# Is There A Cure?



## 1966fastbacks (Mar 12, 2016)

Is there a cure for this illness called collecting?


----------



## rollfaster (Mar 12, 2016)

Nope!


----------



## dfa242 (Mar 12, 2016)

What rollfaster said - just go with it and enjoy the ride.


----------



## 1966fastbacks (Mar 12, 2016)

I enjoy my bikes and enjoy riding them. But living on Ramen noodles so i can afford more parts and bikes is getting old


----------



## ivrjhnsn (Mar 12, 2016)

I don't think anyone of us would want a cure.. Nice line-up.


----------



## Jeff54 (Mar 12, 2016)

1966fastbacks said:


> I enjoy my bikes and enjoy riding them. But living on Ramen noodles so i can afford more parts and bikes is getting old



Obviously with only two ram's horn handle bars, You're gonna has to start cooking up some old leather shoes too.


----------



## Jarod24 (Mar 12, 2016)

1966fastbacks said:


> I enjoy my bikes and enjoy riding them. But living on Ramen noodles so i can afford more parts and bikes is getting old



I feel your pain bro


----------



## schwinnray (Mar 12, 2016)

yard sale


----------



## Saving Tempest (Mar 12, 2016)

Normally I'd point out that even people substitute other hobbies or habits while trying to quit but then I saw the two hot rods.
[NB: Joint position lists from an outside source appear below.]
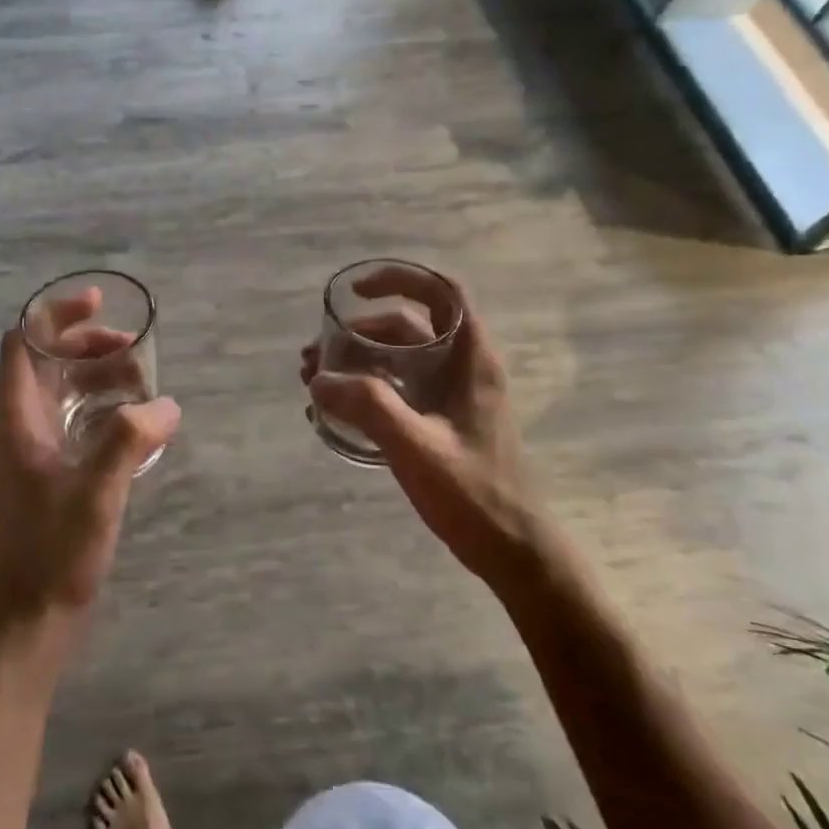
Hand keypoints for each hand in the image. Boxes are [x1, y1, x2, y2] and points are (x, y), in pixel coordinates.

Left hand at [0, 289, 179, 631]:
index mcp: (16, 416)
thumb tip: (166, 404)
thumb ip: (130, 440)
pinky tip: (135, 421)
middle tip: (135, 349)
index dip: (56, 314)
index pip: (23, 340)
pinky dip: (100, 404)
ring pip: (62, 387)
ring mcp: (31, 446)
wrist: (33, 615)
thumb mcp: (97, 492)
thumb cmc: (55, 551)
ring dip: (98, 374)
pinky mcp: (47, 468)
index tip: (99, 304)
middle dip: (89, 343)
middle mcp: (18, 422)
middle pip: (46, 358)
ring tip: (143, 383)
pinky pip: (73, 416)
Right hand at [301, 268, 537, 586]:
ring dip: (356, 361)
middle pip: (408, 326)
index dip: (400, 279)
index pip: (442, 292)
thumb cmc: (473, 493)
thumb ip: (368, 406)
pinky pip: (398, 387)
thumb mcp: (416, 446)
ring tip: (315, 381)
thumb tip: (319, 378)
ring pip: (398, 358)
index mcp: (469, 359)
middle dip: (358, 332)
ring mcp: (451, 395)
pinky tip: (336, 409)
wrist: (512, 549)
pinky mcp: (440, 420)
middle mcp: (461, 367)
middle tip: (315, 355)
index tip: (355, 291)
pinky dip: (366, 387)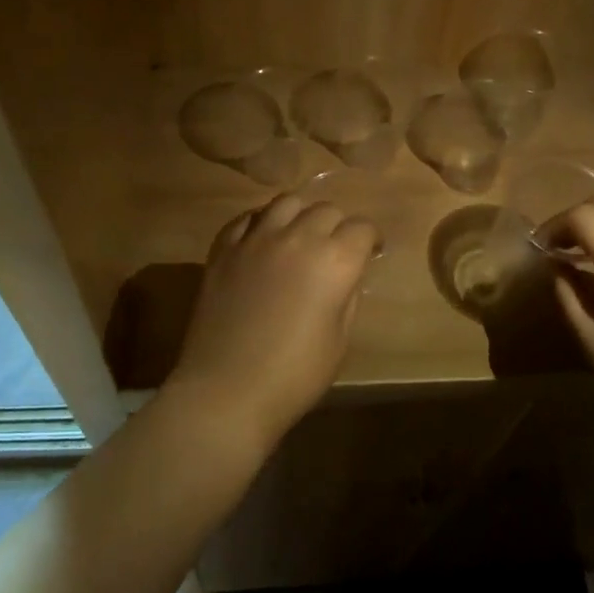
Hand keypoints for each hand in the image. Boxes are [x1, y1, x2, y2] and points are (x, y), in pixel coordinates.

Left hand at [168, 194, 378, 436]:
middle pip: (326, 209)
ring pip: (286, 202)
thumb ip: (347, 297)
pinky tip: (262, 243)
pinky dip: (260, 224)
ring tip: (297, 238)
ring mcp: (255, 239)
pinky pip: (246, 219)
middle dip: (337, 226)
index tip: (369, 254)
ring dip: (299, 216)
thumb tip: (345, 276)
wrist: (226, 390)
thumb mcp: (339, 340)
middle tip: (334, 252)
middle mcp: (297, 237)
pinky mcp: (223, 249)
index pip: (362, 228)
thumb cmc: (294, 376)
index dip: (370, 240)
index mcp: (335, 261)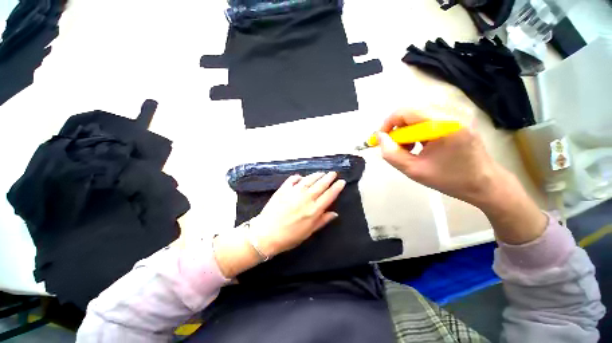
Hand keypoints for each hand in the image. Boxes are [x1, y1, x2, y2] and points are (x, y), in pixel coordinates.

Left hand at [213, 172, 345, 278]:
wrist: (266, 234)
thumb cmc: (289, 237)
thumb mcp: (308, 232)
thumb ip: (322, 221)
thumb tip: (334, 213)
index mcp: (314, 210)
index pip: (329, 195)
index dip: (336, 187)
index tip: (341, 181)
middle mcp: (306, 198)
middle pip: (320, 185)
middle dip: (329, 178)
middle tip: (333, 173)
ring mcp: (294, 192)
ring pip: (309, 180)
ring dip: (316, 175)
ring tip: (321, 173)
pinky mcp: (283, 189)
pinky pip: (293, 180)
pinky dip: (298, 177)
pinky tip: (301, 177)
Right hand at [377, 109, 500, 205]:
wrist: (483, 183)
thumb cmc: (449, 179)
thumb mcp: (413, 170)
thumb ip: (391, 153)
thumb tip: (380, 138)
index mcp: (445, 124)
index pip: (406, 111)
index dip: (388, 123)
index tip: (381, 139)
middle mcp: (452, 112)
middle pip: (411, 110)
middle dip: (397, 128)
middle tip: (395, 146)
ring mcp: (457, 112)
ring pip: (417, 112)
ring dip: (407, 129)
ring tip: (409, 147)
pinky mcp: (457, 116)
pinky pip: (427, 116)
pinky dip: (417, 128)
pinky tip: (420, 143)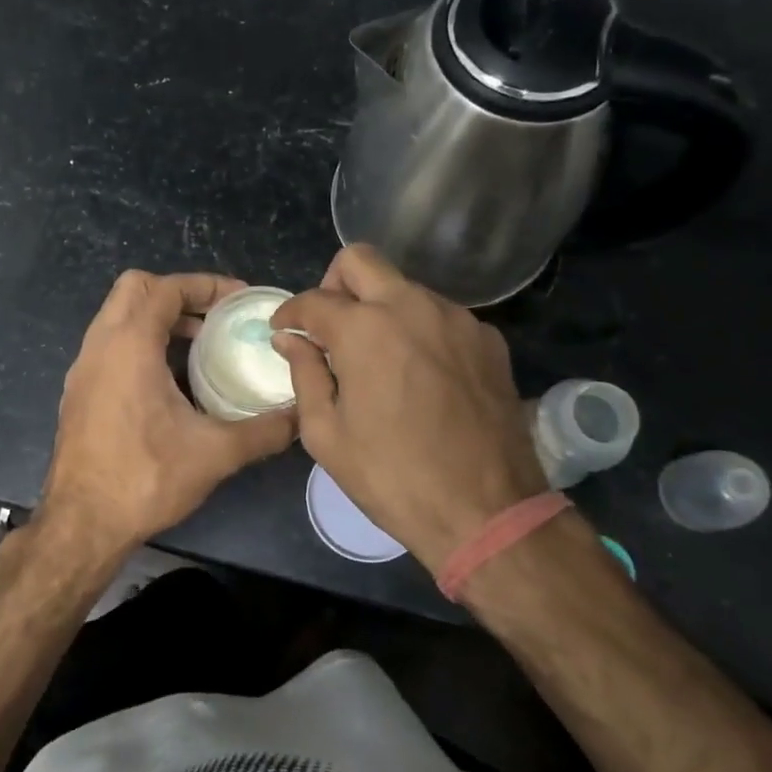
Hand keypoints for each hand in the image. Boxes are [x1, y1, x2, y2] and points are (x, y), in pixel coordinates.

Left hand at [39, 270, 296, 558]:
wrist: (81, 524)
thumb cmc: (144, 478)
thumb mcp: (215, 453)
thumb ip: (264, 430)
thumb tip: (300, 416)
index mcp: (128, 345)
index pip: (165, 288)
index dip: (206, 285)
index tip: (240, 300)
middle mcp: (99, 346)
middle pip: (134, 289)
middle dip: (178, 293)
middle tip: (215, 318)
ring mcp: (83, 369)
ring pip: (118, 318)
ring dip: (158, 320)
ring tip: (200, 346)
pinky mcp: (78, 392)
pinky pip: (110, 346)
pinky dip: (140, 344)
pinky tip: (170, 382)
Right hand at [271, 245, 547, 569]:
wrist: (486, 511)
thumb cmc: (392, 477)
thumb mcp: (327, 434)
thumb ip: (304, 374)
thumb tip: (289, 339)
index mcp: (365, 329)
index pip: (313, 300)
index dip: (289, 313)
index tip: (283, 330)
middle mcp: (412, 306)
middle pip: (360, 261)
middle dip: (333, 284)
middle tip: (328, 327)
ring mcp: (457, 318)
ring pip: (404, 286)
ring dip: (379, 307)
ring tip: (375, 357)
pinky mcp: (488, 339)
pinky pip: (439, 315)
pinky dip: (417, 330)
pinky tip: (418, 373)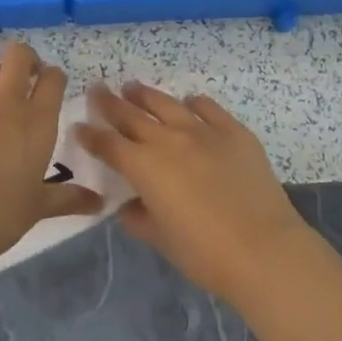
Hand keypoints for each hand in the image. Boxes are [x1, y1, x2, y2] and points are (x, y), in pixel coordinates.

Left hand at [0, 41, 96, 297]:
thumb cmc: (0, 215)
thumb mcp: (38, 208)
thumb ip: (68, 198)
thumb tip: (99, 203)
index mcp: (37, 122)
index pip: (52, 79)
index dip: (53, 76)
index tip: (52, 86)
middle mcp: (5, 105)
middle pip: (17, 56)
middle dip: (24, 59)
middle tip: (26, 78)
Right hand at [75, 82, 309, 301]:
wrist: (263, 248)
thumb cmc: (204, 252)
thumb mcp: (161, 239)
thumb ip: (138, 219)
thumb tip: (128, 206)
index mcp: (144, 167)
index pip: (108, 145)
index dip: (90, 135)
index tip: (79, 126)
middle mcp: (168, 140)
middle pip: (131, 115)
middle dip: (110, 103)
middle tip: (98, 89)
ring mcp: (203, 131)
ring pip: (167, 104)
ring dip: (146, 95)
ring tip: (133, 88)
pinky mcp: (234, 132)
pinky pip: (208, 108)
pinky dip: (195, 103)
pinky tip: (190, 102)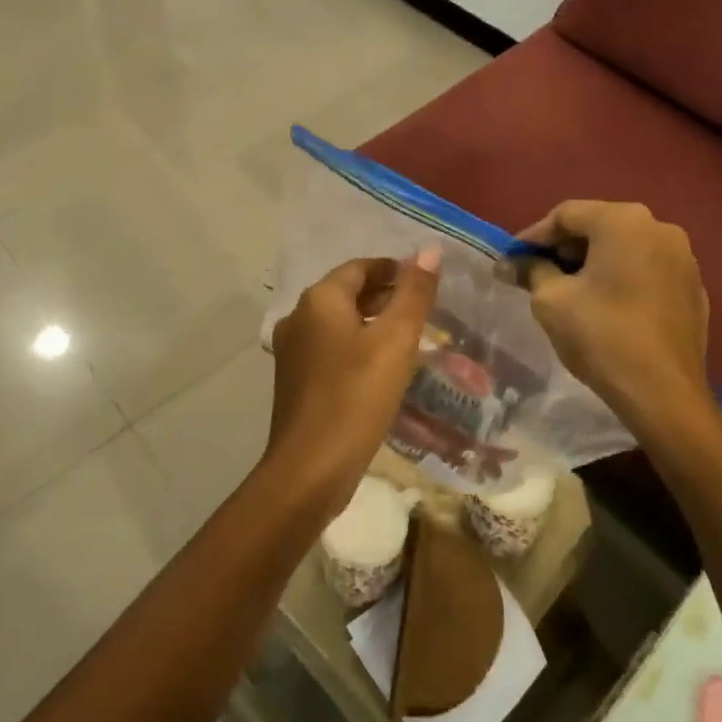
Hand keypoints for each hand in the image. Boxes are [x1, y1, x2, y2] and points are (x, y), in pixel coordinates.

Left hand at [266, 250, 440, 518]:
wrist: (309, 470)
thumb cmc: (356, 397)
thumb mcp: (395, 341)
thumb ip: (414, 293)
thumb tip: (430, 250)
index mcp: (319, 299)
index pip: (361, 267)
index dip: (394, 270)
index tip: (425, 284)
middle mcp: (299, 316)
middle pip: (347, 292)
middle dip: (385, 296)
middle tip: (423, 312)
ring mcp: (291, 350)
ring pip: (338, 322)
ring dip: (371, 323)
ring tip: (408, 339)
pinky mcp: (294, 380)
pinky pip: (330, 349)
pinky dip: (356, 347)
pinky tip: (380, 369)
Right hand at [516, 201, 712, 434]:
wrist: (665, 394)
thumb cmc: (602, 336)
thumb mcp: (551, 300)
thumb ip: (531, 271)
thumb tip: (509, 264)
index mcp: (623, 221)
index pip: (566, 214)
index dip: (535, 236)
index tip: (514, 259)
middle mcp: (659, 227)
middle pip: (598, 226)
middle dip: (565, 248)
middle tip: (538, 273)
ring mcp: (683, 258)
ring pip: (625, 247)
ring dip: (594, 262)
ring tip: (570, 290)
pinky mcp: (694, 288)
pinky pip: (648, 270)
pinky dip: (623, 278)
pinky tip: (607, 306)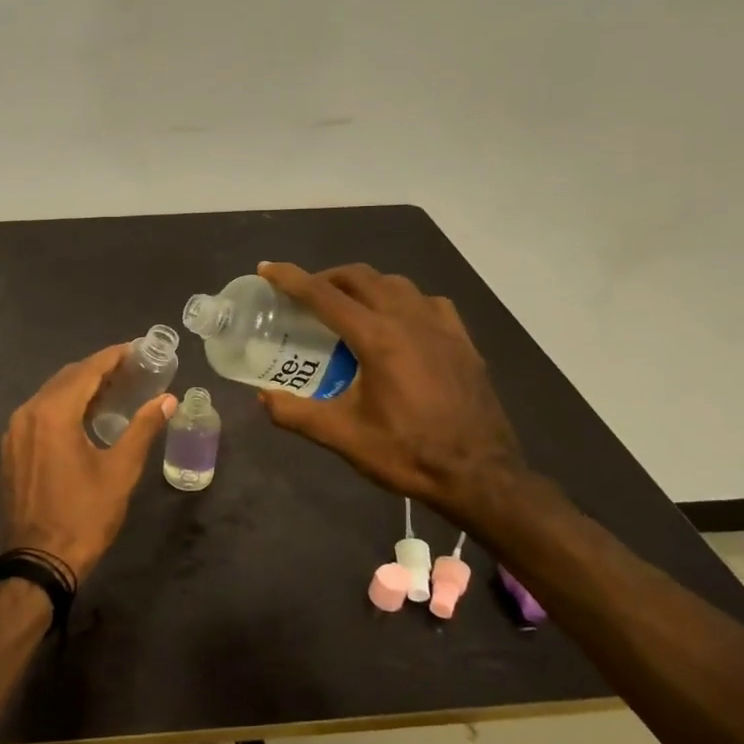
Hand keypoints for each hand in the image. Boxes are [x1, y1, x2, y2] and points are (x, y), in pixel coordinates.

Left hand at [2, 344, 175, 584]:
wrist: (39, 561)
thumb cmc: (84, 515)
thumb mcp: (120, 471)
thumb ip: (143, 428)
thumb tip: (168, 399)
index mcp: (53, 413)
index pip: (87, 371)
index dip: (114, 357)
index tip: (138, 349)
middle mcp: (28, 413)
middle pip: (66, 378)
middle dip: (98, 370)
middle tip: (131, 369)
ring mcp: (15, 432)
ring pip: (50, 395)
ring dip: (80, 388)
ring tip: (113, 390)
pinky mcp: (12, 449)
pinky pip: (39, 414)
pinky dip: (63, 407)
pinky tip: (84, 416)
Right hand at [256, 262, 525, 517]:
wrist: (480, 475)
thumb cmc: (408, 453)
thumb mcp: (343, 438)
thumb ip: (296, 414)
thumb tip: (263, 398)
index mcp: (377, 339)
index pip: (324, 296)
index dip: (291, 279)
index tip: (267, 268)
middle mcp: (409, 321)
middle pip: (361, 278)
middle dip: (327, 277)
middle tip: (304, 295)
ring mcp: (441, 328)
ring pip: (396, 284)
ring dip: (364, 285)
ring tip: (347, 306)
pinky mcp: (462, 341)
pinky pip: (427, 302)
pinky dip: (402, 300)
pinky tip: (398, 321)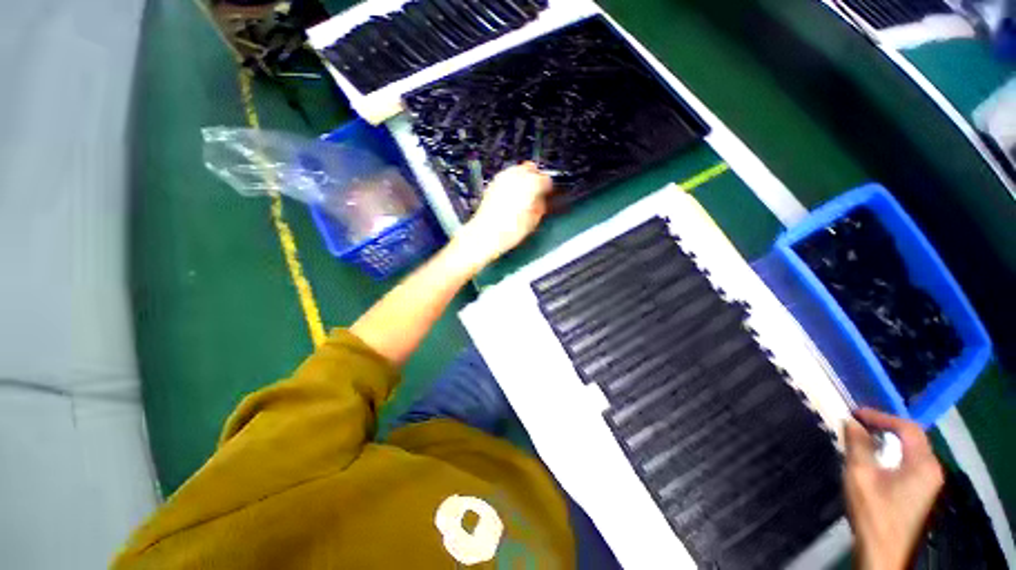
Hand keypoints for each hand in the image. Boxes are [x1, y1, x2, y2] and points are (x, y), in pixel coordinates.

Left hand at [454, 162, 552, 266]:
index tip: (548, 194)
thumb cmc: (508, 231)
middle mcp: (515, 177)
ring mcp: (502, 179)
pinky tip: (512, 195)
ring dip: (523, 179)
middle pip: (531, 168)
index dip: (549, 188)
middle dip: (536, 179)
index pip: (546, 179)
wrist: (485, 235)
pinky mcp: (493, 184)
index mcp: (530, 185)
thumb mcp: (533, 221)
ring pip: (517, 170)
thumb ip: (541, 205)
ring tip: (525, 194)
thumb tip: (542, 200)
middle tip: (538, 192)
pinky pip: (506, 176)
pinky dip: (512, 182)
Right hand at [844, 408, 944, 569]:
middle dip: (885, 426)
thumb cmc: (874, 512)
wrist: (883, 553)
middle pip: (912, 438)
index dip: (881, 416)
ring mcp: (929, 483)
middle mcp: (932, 470)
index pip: (907, 427)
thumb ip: (858, 445)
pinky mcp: (921, 493)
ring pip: (910, 451)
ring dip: (888, 440)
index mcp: (923, 464)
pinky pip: (909, 463)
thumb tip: (851, 422)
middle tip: (857, 423)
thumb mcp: (861, 475)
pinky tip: (875, 459)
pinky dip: (892, 453)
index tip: (855, 413)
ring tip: (862, 437)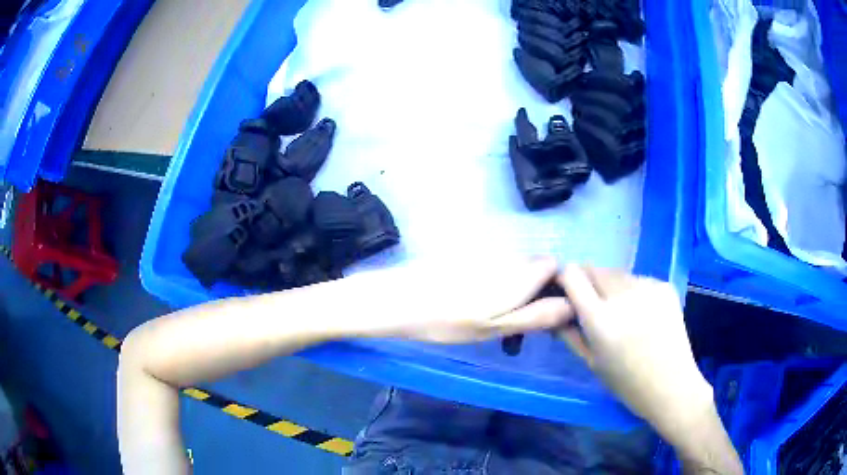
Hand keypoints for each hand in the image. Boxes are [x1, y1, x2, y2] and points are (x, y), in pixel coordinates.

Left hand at [356, 256, 573, 343]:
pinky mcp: (465, 258)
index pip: (554, 267)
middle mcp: (505, 257)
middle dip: (531, 294)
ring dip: (509, 294)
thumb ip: (534, 315)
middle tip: (509, 327)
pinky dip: (489, 288)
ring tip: (485, 322)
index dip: (553, 288)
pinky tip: (467, 307)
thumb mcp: (493, 327)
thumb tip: (571, 306)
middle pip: (533, 269)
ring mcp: (484, 256)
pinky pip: (491, 270)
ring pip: (511, 271)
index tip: (539, 314)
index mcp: (517, 274)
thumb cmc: (446, 321)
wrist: (395, 300)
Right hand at [556, 265, 714, 443]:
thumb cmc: (627, 383)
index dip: (565, 279)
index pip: (572, 275)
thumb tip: (554, 310)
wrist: (671, 385)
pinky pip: (639, 280)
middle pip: (595, 269)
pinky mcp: (665, 286)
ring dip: (612, 286)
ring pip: (618, 274)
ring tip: (622, 312)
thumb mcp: (591, 362)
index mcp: (600, 318)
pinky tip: (643, 314)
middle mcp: (623, 295)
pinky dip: (634, 291)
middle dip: (588, 283)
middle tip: (594, 306)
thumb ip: (569, 333)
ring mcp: (648, 287)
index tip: (566, 292)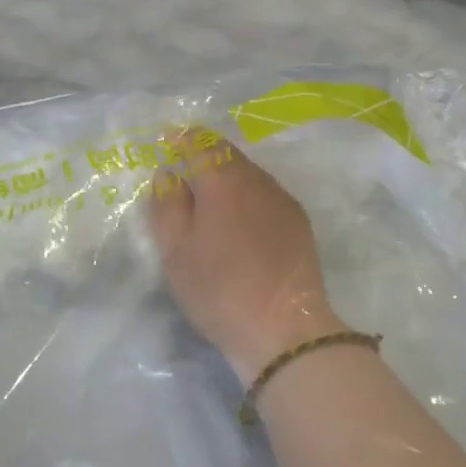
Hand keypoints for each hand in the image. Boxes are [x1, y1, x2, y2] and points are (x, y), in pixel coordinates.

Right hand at [147, 132, 346, 382]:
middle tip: (184, 172)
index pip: (200, 143)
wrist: (284, 328)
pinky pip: (266, 196)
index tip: (166, 142)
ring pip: (249, 175)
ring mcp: (282, 200)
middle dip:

I'll bet you have clocks, and classic stereo gear and a mid century themed kitchen as well, on a hunch 

Welcome to the happy world of the _*terminal...*_


----------



## scrubbinrims (Mar 12, 2016)

There is a cure and it's called TIME as nothing tastes the same years from now; with TIME there is less availability and you can't collect what you cannot find; and in TIME you can build a collection and need less...all with exceptions, but for the most part true.
Feel better?
Chris


----------



## Jewelman13 (Mar 14, 2016)

The cure is to buy / find another bicycle...


----------



## 1966fastbacks (Mar 14, 2016)

Jewelman13 said:


> The cure is to buy / find another bicycle...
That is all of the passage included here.